It’s a clich*é *that hotel bars are dreary places, suitable only as venues for weary travelers to drown their sorrows in cheap plonk. Portland’s Clyde Common, however, absolutely destroys this lonely stereotype. Located in the happening Ace Hotel, the bar redefines hotel drinking.

Before we get to the goods, which would be the bar’s kickass cocktails, let’s get out the map and go over the territory. If you’re in Portland for good times, chances are you’re going to be hitting the downtown Pearl district where Clyde Common is situated, which means getting there is already taken care of. Compared to many speakeasy-themed bars of the cocktail revolution, the Clyde Common’s ambiance is airy, modern, almost stark. The large space is cheerily lit and includes communal tables, a bar to one side and an open kitchen to the other. Its wood-and-metal chic is streamlined without being cold or uninviting.

The bar is managed by Jeffrey Morgenthaler, one of the godfathers of the American cocktail revival, the founder of Repeal Day and the man who taught us to mix the perfect French 75. While all the drinks on the menu are remarkable, you can’t leave the bar without sampling Clyde Common’s house-aged cocktails. We recommend you order up a Negroni or a Martinez (or double-fist it and get both). Both cocktails have been premixed then aged for two months in oak whiskey barrels. Once you’ve knocked a couple of these back, our next recommendations are the B.M.O.C. (bourbon, raw ginger syrup, bitters, soda), the Wooden Nickel (añejo tequila, apple cider, lemon juice, Rossbacher amaro, allspice, orange peel) and the Flashing Light (gin, lime, Genepy alpine liqueur, Cherry Heering, egg whites).

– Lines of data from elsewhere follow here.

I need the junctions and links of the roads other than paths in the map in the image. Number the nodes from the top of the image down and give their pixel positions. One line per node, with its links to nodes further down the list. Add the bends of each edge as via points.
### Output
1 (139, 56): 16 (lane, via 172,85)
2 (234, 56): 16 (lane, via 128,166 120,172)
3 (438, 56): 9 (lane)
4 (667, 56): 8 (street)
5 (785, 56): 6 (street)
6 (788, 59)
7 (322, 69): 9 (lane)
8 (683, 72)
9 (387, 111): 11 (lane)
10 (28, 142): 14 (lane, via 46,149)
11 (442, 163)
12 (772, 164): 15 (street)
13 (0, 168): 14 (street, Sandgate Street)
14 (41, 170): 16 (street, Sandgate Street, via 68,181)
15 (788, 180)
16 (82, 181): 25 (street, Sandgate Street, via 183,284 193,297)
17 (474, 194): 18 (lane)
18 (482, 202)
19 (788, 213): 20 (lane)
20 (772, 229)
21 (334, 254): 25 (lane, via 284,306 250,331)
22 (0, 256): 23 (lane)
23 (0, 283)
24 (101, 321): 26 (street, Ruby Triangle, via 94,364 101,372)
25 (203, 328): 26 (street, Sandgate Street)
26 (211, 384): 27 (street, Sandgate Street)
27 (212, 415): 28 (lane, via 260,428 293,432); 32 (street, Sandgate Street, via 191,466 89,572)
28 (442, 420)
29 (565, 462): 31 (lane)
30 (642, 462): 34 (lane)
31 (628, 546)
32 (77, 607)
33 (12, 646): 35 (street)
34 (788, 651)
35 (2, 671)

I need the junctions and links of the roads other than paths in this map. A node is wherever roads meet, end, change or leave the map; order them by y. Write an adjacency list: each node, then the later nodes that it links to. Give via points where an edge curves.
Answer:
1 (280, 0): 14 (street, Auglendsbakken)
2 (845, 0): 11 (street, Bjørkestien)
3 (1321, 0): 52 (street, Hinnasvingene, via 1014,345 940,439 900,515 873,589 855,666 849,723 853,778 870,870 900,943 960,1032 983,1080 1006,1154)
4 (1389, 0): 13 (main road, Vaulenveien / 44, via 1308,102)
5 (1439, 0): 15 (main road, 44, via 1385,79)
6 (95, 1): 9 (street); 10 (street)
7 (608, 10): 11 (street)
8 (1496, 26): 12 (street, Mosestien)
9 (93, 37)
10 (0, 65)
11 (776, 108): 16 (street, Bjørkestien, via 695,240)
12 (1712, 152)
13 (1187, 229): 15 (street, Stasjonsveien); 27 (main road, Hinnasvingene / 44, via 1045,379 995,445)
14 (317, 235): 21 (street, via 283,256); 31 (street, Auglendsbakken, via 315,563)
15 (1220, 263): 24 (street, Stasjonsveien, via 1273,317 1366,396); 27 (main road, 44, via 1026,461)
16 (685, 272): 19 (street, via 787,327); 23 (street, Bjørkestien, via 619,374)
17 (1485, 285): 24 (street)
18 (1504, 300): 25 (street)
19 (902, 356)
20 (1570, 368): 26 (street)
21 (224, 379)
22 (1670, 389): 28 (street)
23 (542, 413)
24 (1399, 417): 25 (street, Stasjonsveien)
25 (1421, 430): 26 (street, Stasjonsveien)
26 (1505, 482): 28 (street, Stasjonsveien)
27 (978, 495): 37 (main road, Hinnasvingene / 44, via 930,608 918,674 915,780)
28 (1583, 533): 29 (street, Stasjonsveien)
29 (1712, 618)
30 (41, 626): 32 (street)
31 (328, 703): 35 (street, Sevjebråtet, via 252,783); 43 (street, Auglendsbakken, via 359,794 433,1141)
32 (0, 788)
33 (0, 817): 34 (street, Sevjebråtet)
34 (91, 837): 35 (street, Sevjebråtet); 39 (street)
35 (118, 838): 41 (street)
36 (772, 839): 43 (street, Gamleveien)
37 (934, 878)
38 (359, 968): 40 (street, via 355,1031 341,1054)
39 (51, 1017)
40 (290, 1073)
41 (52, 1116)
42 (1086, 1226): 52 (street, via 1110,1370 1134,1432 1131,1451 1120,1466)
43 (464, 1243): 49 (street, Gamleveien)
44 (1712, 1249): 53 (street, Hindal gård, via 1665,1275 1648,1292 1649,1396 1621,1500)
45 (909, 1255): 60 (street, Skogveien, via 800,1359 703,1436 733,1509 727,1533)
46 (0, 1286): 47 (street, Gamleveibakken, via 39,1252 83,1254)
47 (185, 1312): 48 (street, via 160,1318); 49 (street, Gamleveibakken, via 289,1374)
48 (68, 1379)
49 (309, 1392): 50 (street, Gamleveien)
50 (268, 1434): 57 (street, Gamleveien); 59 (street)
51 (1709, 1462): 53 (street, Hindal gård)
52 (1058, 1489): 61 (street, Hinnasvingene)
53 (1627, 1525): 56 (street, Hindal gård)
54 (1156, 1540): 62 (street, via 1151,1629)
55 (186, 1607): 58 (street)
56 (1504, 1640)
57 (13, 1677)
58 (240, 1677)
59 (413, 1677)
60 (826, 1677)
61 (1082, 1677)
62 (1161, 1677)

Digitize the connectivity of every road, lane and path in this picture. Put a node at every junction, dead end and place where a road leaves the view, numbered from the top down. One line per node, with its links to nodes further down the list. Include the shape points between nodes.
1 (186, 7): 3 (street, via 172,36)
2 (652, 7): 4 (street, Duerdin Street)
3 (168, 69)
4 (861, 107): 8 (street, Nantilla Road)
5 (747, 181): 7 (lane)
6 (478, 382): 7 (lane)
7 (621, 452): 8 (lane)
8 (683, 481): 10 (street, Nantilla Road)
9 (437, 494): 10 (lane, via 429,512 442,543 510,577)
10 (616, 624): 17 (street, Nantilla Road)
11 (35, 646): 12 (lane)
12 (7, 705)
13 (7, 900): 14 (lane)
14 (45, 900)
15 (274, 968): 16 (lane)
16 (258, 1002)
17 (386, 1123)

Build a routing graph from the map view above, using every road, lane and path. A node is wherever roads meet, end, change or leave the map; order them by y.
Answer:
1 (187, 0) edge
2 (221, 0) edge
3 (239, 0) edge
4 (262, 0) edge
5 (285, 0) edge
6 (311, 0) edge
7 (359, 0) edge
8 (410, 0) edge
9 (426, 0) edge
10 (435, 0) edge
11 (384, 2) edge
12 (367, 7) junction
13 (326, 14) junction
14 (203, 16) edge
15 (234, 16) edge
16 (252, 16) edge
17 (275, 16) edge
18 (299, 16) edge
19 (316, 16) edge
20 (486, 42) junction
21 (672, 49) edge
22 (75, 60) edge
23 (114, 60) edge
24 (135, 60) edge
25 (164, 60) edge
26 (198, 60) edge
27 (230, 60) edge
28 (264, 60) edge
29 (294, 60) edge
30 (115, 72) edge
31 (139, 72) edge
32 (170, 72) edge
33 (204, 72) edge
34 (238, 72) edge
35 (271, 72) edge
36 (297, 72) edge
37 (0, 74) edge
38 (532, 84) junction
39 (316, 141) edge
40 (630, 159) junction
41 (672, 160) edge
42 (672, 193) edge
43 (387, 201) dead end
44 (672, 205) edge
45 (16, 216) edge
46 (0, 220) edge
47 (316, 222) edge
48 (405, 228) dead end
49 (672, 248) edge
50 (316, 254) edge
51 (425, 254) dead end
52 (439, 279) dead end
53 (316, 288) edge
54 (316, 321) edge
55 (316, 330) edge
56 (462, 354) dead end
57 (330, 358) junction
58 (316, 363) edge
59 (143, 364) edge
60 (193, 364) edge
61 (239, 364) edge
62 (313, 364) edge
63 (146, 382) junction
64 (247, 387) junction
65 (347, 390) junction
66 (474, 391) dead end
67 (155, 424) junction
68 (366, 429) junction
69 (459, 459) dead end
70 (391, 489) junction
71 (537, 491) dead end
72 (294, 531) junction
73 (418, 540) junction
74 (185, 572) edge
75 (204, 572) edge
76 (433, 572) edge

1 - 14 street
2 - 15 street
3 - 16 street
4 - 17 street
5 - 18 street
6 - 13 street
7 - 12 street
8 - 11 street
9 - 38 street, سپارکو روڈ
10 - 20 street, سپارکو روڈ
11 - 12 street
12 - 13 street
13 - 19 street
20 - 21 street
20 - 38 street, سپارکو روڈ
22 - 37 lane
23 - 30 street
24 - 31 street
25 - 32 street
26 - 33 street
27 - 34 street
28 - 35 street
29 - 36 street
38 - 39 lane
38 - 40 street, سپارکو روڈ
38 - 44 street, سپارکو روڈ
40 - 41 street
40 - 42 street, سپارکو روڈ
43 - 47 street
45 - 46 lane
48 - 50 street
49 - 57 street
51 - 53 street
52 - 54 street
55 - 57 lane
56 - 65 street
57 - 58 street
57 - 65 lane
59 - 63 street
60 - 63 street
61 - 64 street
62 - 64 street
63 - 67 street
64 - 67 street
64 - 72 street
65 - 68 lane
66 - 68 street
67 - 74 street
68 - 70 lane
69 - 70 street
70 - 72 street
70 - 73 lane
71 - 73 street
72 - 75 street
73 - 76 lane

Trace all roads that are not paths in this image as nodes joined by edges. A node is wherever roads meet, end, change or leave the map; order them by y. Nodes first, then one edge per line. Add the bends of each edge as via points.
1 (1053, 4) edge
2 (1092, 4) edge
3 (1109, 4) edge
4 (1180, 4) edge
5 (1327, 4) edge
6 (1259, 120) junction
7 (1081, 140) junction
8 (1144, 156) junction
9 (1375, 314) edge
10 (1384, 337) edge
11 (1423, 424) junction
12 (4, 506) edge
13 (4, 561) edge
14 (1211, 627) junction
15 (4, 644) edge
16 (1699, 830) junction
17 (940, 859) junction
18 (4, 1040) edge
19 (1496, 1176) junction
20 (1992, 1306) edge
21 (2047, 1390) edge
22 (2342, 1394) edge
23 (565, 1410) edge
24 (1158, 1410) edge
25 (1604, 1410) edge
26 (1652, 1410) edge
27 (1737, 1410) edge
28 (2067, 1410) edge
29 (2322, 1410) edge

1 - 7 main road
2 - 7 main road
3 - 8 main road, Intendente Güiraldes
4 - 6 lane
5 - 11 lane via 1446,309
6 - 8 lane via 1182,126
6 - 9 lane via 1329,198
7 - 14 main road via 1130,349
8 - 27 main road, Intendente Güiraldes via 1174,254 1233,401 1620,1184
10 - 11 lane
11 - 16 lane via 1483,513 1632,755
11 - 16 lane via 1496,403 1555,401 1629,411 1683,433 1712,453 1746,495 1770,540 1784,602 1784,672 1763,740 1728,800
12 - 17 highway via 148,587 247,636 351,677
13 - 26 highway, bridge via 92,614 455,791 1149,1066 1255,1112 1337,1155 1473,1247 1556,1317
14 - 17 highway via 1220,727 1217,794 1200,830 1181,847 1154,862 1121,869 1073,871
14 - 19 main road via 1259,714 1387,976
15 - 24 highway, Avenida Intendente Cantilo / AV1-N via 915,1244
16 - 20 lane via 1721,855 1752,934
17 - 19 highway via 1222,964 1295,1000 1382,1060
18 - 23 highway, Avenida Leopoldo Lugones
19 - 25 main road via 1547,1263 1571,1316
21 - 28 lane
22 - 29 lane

If you’re not feeling decisive, try a little drinks divination: close your eyes and point at the menu. You’ll be served up a winner. Prices are exceedingly reasonable, made even more so by Oregon’s lack of sales tax, and the mixed drinks are mostly in the $8 to $12 range. Prefer your liquor straight? The Clyde Common features a selection of over 100 whiskeys.

Clyde Common is also a full-service restaurant worthy of a separate review for the food alone. It’s a delicious local Northwest take on tavern fare. We also like the brunch, but that might be due to it coming with a special brunch-only drinks list. It’s always five o’clock somewhere!

If you’re a serious fan of cocktail and bar culture, make Clyde Common your alcohol pilgrimage.